[RECORDS SHOWN Boundary: Start]
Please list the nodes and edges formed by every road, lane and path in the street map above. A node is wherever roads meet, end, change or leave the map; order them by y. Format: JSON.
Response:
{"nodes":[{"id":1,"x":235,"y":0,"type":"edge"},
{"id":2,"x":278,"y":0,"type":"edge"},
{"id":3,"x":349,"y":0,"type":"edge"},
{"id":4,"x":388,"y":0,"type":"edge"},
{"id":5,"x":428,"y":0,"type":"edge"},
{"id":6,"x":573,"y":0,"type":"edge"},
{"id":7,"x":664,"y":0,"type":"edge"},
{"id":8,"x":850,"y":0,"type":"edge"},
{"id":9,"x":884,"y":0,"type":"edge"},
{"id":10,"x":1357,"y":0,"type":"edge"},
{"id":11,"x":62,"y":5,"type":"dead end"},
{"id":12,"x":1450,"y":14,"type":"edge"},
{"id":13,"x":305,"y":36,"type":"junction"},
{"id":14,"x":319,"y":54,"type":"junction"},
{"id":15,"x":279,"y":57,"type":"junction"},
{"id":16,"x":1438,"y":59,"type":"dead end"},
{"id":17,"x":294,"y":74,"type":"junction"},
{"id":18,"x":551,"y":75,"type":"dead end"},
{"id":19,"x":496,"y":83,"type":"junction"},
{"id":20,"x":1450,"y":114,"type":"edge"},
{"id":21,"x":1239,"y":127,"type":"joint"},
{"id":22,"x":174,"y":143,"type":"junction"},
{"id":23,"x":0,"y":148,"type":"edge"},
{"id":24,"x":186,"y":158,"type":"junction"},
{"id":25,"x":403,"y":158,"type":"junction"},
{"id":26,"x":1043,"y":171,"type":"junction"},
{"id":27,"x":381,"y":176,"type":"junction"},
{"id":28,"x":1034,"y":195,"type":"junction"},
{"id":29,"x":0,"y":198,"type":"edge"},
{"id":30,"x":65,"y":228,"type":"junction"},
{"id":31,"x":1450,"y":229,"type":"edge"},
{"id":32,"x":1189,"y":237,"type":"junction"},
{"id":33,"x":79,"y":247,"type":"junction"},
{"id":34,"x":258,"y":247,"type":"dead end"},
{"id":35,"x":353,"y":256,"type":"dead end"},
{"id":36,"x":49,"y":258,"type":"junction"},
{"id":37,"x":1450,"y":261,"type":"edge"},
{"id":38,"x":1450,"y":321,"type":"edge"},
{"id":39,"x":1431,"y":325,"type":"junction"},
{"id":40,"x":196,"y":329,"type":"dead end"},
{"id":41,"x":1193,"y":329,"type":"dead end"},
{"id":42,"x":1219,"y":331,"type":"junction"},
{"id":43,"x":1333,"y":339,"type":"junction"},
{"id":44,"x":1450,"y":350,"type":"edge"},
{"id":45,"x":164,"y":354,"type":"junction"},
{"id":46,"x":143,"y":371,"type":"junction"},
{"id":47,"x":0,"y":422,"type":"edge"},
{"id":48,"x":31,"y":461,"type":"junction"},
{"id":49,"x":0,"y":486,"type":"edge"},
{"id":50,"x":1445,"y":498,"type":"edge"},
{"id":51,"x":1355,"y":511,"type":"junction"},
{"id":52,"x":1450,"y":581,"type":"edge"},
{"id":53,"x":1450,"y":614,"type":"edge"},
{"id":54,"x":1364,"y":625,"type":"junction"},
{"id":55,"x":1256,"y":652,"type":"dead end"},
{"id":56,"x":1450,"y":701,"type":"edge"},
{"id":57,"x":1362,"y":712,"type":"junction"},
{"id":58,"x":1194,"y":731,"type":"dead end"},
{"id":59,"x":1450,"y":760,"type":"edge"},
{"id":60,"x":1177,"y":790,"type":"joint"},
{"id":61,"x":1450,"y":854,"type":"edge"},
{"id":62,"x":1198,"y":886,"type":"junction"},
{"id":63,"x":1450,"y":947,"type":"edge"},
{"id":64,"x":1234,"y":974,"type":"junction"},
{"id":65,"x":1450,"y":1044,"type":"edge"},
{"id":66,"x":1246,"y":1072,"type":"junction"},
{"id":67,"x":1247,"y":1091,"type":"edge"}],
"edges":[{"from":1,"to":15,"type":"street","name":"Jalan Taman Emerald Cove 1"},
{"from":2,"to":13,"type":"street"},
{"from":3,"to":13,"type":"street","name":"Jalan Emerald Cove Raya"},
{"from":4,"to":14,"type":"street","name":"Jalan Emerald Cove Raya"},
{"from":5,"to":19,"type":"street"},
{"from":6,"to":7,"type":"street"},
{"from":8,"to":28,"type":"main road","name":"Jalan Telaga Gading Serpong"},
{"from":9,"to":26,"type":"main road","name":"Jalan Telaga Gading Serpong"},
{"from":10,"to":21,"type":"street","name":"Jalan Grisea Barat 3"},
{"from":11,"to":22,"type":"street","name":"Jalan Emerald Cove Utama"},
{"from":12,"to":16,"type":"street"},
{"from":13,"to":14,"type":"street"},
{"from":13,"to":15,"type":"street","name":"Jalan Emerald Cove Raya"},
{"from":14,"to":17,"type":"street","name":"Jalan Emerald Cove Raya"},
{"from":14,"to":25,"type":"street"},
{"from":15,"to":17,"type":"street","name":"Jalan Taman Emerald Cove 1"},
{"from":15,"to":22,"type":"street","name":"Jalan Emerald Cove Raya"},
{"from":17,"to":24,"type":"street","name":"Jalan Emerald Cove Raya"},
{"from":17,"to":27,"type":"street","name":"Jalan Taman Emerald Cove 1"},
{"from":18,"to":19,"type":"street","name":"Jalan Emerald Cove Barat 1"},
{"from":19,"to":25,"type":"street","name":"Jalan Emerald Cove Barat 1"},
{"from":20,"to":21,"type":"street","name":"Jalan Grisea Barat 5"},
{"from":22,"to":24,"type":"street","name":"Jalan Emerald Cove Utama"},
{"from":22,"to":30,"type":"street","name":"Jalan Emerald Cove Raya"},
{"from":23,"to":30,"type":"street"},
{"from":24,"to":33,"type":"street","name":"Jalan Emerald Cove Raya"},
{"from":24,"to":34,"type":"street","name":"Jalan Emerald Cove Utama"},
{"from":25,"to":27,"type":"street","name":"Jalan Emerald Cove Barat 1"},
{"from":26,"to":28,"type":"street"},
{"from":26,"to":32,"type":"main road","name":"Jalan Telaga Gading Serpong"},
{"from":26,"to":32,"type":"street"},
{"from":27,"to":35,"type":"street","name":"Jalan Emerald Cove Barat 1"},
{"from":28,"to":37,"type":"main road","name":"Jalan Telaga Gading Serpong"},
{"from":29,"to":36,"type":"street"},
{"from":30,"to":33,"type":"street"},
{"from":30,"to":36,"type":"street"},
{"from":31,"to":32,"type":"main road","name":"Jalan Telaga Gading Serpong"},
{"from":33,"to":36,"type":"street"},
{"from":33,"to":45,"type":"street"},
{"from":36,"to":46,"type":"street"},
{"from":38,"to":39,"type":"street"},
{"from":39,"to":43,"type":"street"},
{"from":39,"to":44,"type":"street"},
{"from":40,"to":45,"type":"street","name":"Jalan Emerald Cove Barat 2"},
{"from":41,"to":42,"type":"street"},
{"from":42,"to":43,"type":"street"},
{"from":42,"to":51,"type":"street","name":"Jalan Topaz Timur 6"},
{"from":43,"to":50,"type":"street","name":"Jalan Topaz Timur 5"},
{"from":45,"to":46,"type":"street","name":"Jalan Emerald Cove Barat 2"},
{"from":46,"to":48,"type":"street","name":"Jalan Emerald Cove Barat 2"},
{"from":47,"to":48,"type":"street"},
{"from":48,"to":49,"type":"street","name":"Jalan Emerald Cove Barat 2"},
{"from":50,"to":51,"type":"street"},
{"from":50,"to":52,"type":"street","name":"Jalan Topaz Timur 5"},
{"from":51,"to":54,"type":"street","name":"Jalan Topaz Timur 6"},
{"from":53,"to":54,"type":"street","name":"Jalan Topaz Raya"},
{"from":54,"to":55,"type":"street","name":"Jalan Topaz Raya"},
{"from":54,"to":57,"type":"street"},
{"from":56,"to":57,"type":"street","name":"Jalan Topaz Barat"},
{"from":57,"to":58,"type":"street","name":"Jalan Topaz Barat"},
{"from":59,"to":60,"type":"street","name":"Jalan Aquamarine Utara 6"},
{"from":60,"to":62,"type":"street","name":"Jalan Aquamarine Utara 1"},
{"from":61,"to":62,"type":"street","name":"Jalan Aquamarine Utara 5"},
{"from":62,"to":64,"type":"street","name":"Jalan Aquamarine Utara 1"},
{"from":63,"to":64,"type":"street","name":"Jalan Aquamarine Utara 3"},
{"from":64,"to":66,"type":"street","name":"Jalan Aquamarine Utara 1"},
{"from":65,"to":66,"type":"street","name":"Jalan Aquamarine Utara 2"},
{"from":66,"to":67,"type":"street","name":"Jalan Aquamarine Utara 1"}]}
[RECORDS SHOWN Boundary: End]
**YOUR INSTRUCTIONS:**
Above are some records; copy each line there that contains "dead".

**WRITTEN REPLY:**
{"id":11,"x":62,"y":5,"type":"dead end"},
{"id":16,"x":1438,"y":59,"type":"dead end"},
{"id":18,"x":551,"y":75,"type":"dead end"},
{"id":34,"x":258,"y":247,"type":"dead end"},
{"id":35,"x":353,"y":256,"type":"dead end"},
{"id":40,"x":196,"y":329,"type":"dead end"},
{"id":41,"x":1193,"y":329,"type":"dead end"},
{"id":55,"x":1256,"y":652,"type":"dead end"},
{"id":58,"x":1194,"y":731,"type":"dead end"},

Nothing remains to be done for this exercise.